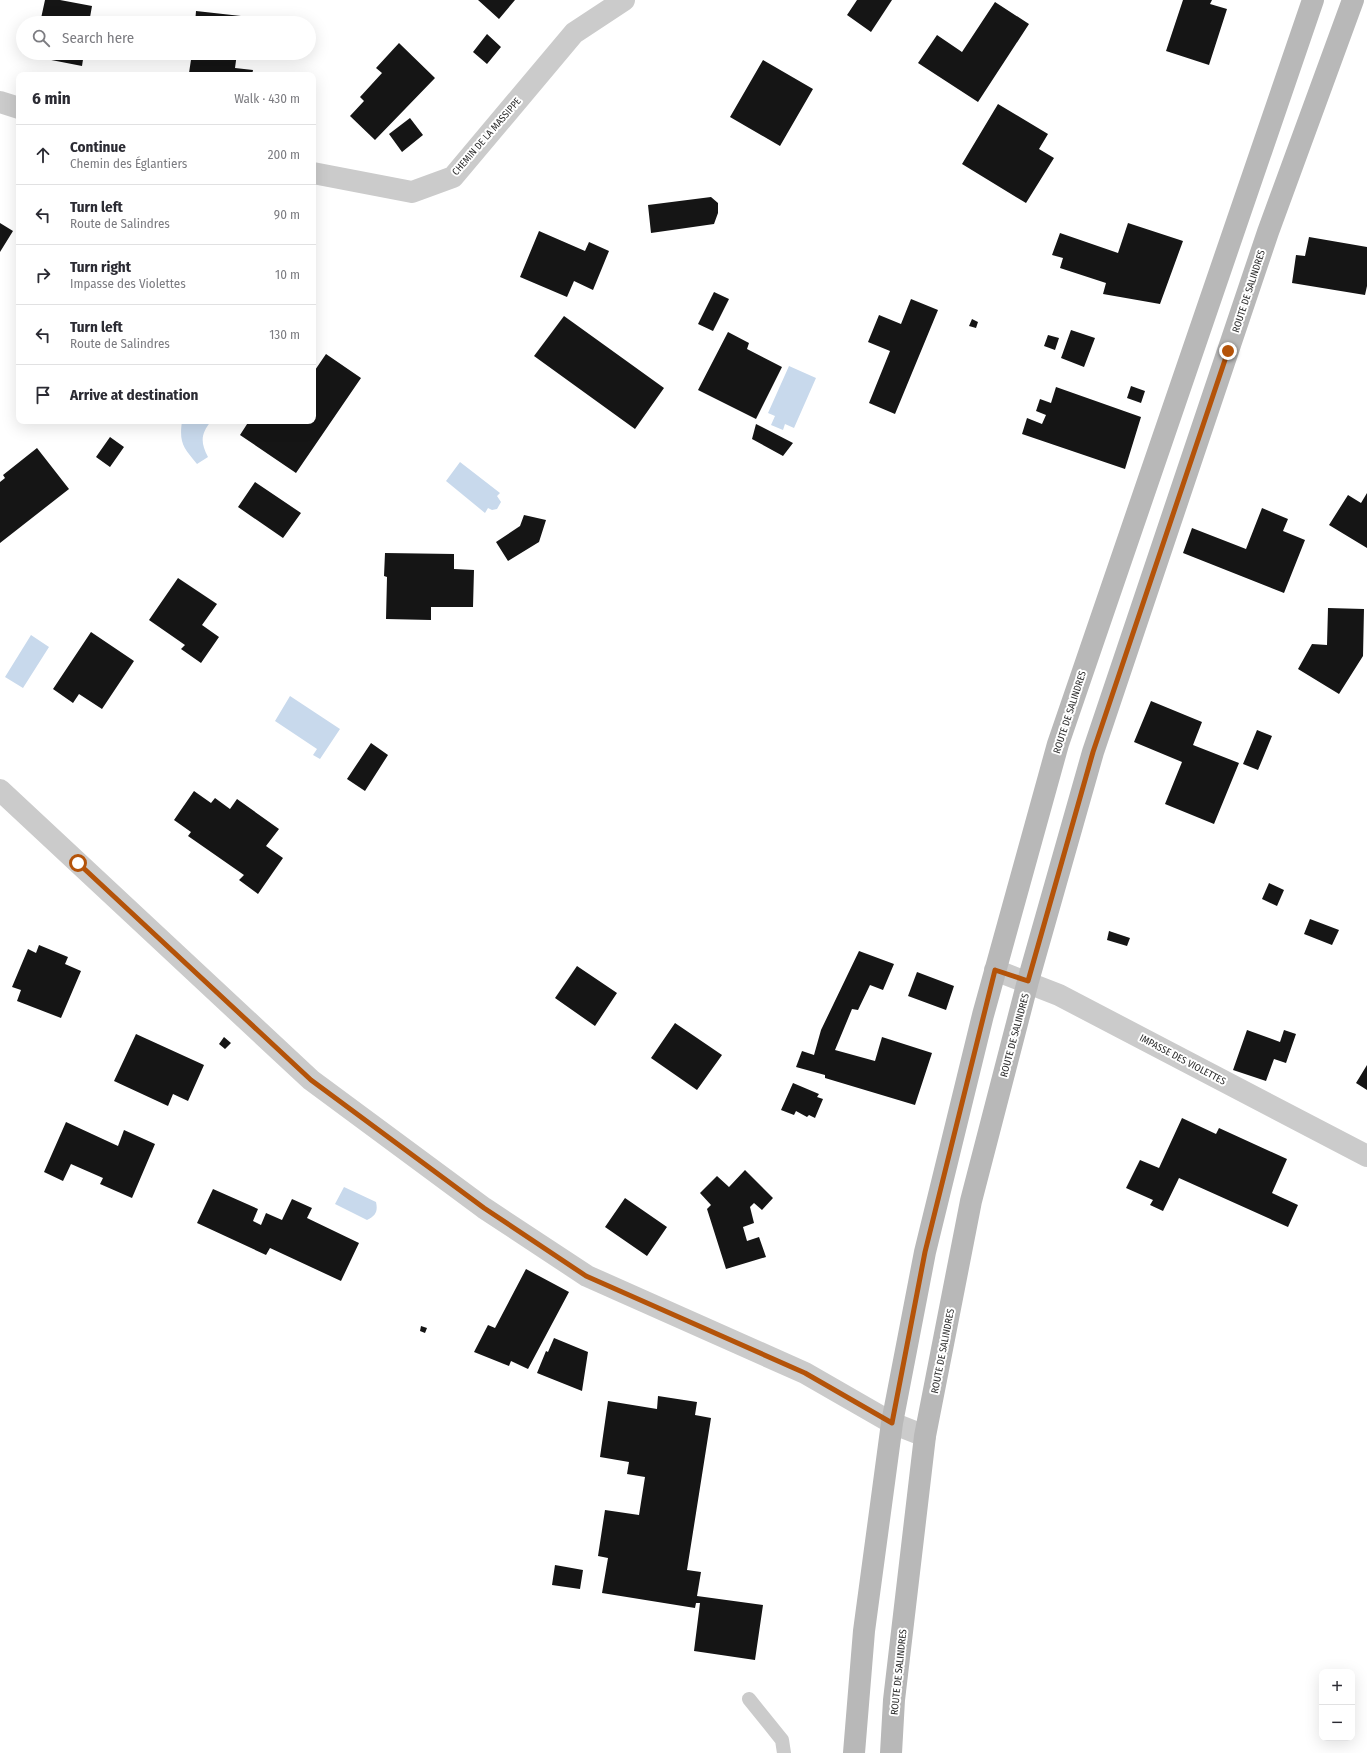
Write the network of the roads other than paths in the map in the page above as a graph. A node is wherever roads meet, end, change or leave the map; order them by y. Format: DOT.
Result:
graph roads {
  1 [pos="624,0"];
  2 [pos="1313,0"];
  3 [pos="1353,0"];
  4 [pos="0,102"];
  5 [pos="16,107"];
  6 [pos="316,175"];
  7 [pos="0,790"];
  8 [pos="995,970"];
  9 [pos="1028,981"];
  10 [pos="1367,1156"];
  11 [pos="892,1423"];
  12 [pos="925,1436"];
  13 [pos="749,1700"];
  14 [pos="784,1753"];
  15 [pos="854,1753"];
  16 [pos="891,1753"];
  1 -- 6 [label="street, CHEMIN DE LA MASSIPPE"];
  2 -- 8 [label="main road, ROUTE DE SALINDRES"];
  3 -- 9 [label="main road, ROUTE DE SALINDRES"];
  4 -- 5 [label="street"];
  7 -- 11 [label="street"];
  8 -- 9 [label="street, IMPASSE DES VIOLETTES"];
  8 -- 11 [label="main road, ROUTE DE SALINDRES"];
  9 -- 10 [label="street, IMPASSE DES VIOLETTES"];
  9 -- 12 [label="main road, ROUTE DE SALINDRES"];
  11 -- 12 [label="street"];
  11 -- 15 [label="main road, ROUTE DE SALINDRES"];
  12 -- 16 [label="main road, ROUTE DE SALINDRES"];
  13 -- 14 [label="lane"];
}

+---+

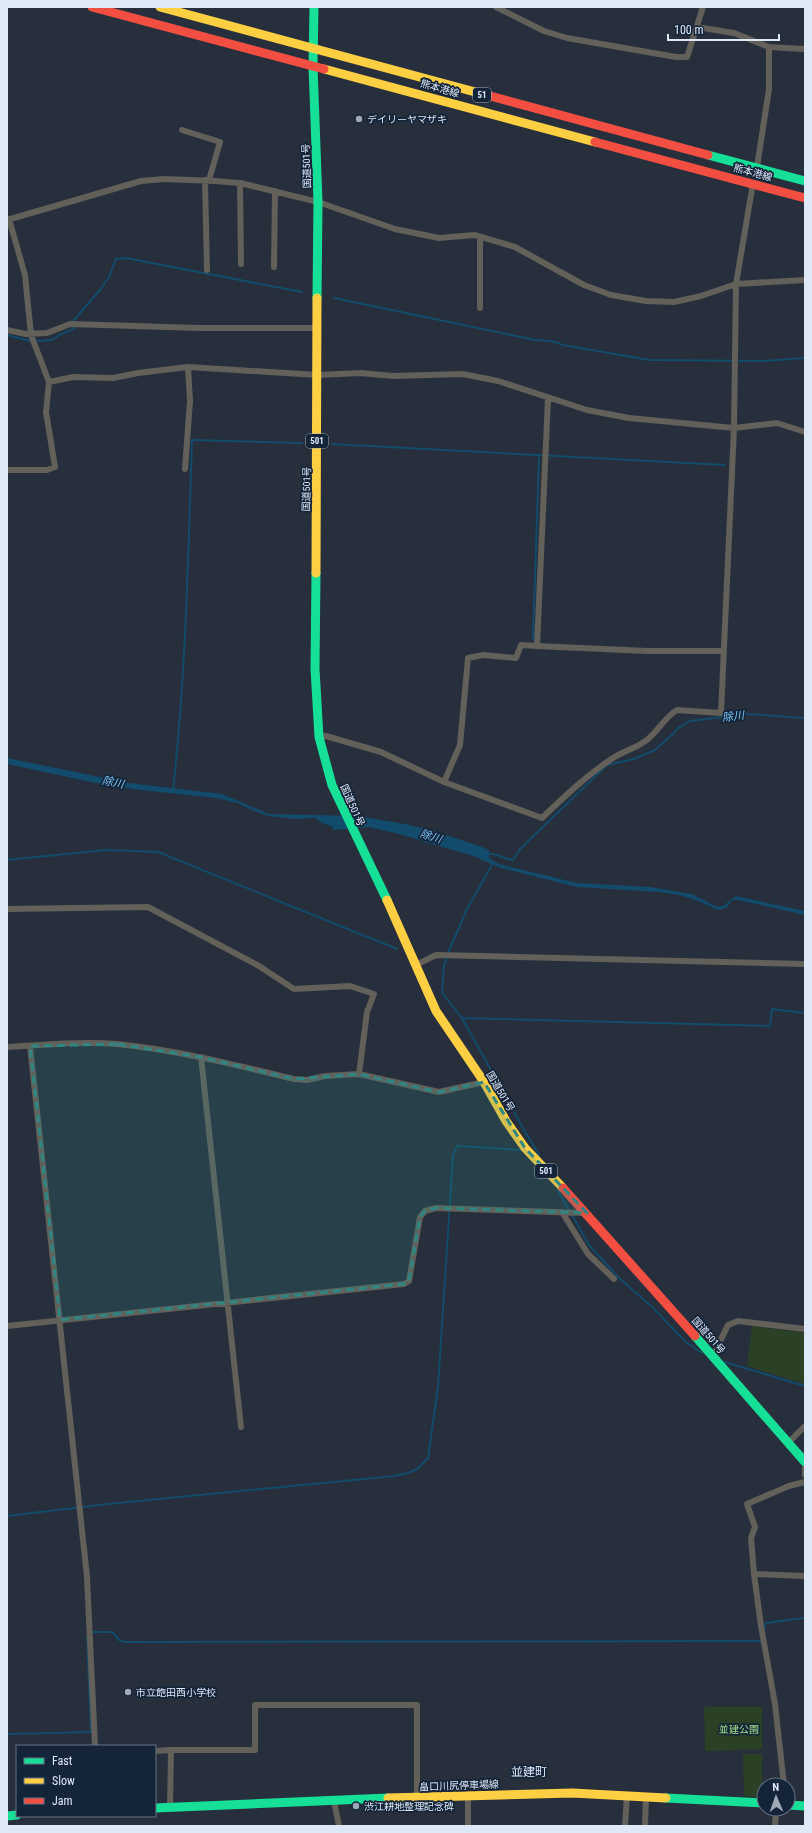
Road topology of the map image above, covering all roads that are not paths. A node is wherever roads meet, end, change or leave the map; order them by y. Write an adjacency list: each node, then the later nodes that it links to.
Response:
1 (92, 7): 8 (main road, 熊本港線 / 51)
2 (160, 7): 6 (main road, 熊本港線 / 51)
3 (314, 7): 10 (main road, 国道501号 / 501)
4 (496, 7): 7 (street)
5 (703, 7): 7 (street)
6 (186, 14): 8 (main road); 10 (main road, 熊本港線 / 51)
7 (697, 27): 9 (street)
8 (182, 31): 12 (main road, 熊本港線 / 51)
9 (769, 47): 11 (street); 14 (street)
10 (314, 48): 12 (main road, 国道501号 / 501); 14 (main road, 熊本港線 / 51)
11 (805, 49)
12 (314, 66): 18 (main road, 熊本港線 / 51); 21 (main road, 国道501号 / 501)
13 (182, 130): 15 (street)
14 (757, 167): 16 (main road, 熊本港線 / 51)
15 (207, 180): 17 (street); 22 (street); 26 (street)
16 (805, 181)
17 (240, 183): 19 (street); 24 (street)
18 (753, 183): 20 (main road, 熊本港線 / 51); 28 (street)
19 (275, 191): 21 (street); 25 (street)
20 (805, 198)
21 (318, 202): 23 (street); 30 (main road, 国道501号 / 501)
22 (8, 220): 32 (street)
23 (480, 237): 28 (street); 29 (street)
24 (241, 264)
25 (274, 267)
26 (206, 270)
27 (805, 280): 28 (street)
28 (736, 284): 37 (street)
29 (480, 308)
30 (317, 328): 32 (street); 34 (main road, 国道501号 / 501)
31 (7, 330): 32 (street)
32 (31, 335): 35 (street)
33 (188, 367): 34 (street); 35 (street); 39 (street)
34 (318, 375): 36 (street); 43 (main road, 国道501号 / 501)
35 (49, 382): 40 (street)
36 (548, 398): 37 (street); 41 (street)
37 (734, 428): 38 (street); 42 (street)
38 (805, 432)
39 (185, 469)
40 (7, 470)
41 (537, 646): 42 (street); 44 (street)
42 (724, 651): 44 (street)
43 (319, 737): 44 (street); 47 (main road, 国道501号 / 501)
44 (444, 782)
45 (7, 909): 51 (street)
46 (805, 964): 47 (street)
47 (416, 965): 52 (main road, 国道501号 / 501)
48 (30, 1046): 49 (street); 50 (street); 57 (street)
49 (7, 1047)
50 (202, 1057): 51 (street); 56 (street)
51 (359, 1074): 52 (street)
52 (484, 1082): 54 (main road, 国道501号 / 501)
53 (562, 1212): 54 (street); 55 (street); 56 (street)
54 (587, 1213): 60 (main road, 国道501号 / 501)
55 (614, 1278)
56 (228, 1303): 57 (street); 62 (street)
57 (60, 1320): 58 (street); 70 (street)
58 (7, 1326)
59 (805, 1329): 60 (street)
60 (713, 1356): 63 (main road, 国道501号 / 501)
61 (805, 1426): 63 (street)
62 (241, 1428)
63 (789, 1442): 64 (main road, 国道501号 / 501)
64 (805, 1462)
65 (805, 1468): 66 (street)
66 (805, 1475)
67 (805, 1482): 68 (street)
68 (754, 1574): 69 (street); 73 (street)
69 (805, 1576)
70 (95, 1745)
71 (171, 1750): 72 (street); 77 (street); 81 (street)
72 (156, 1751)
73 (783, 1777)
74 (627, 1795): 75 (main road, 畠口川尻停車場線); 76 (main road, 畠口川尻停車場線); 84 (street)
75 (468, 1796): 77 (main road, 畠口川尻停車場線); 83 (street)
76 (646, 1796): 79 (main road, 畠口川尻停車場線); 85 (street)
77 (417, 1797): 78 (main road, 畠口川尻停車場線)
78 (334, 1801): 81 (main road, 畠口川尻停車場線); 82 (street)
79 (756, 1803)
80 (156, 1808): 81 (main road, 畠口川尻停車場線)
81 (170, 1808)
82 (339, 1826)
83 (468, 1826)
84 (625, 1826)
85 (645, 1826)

+---+

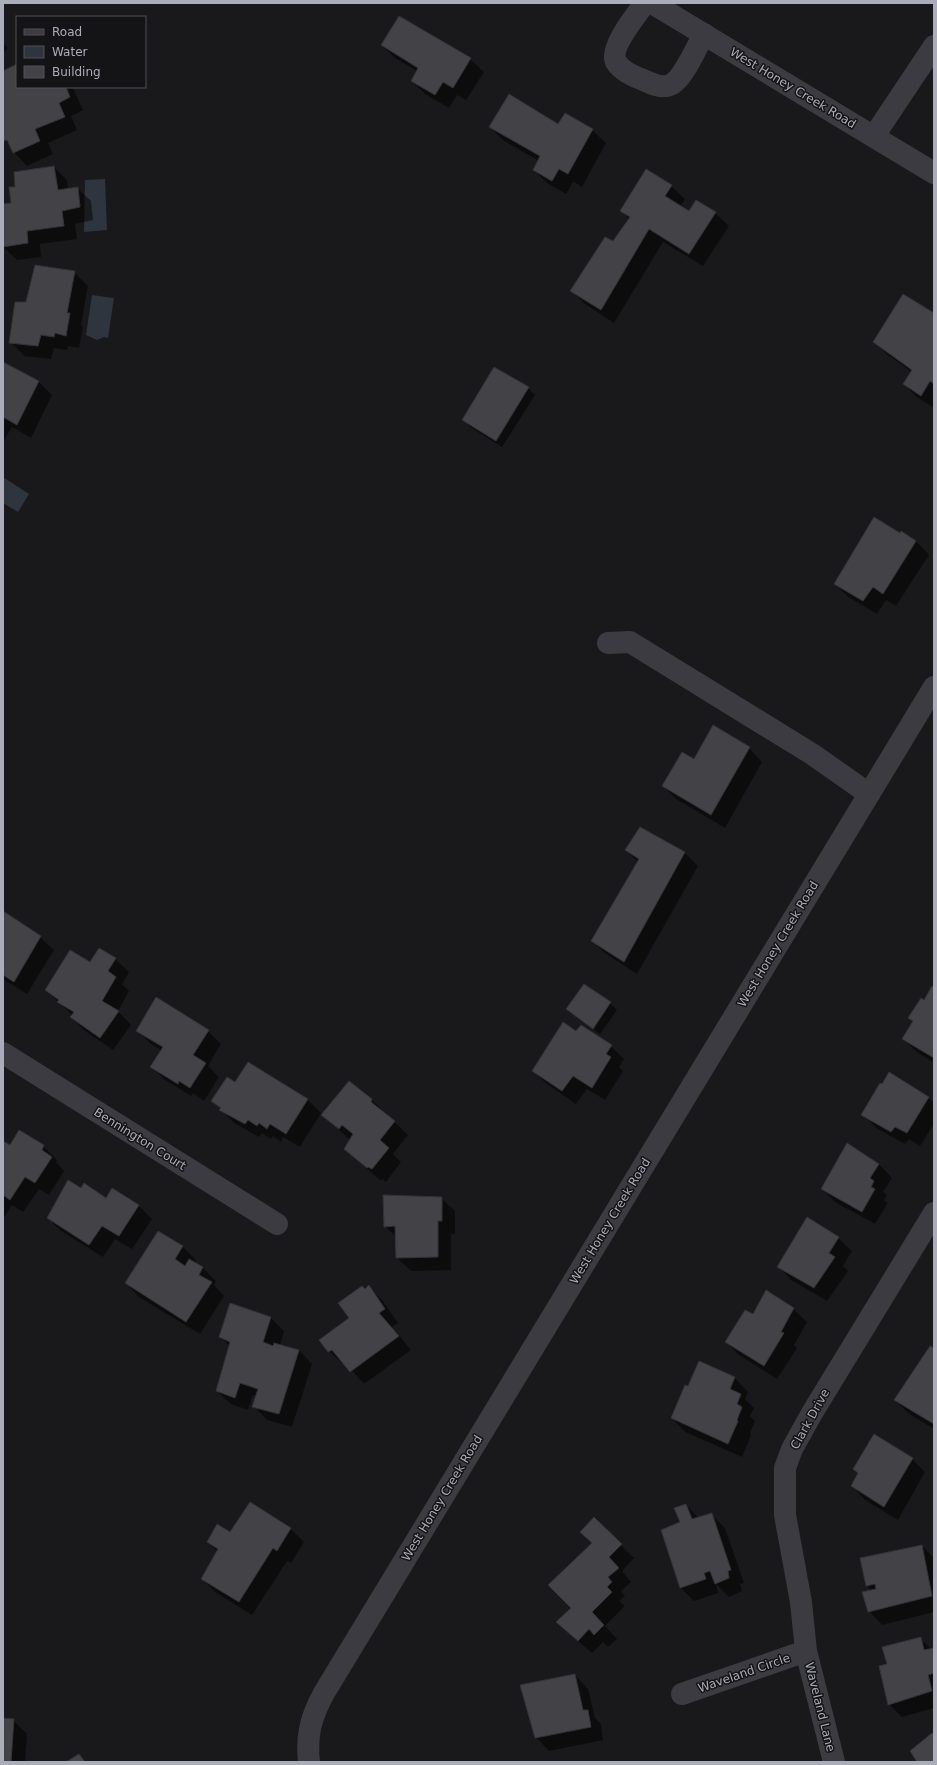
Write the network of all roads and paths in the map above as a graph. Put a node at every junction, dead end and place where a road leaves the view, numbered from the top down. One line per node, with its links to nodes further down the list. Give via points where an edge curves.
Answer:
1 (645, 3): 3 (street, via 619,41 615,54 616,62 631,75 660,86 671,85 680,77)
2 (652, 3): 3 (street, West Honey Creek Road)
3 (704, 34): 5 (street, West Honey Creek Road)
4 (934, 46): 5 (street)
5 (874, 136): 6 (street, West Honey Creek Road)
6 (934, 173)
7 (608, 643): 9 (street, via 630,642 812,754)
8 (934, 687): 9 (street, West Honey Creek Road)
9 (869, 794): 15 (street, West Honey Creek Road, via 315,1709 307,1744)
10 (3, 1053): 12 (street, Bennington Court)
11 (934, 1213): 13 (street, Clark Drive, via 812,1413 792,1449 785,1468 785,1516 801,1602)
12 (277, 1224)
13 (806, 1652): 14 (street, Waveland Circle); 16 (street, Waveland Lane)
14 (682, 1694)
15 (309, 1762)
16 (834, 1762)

+---+

**YOUR OBJECTIVE**
Reproduce each line of the records in which the word "list" appears.

**TASK SOLUTION**
Road topology of the map image above, covering all roads that are not paths. A node is wherever roads meet, end, change or leave the map; order them by y. Write an adjacency list: each node, then the later nodes that it links to.
Write the network of all roads and paths in the map above as a graph. Put a node at every junction, dead end and place where a road leaves the view, numbered from the top down. One line per node, with its links to nodes further down the list. Give via points where an edge curves.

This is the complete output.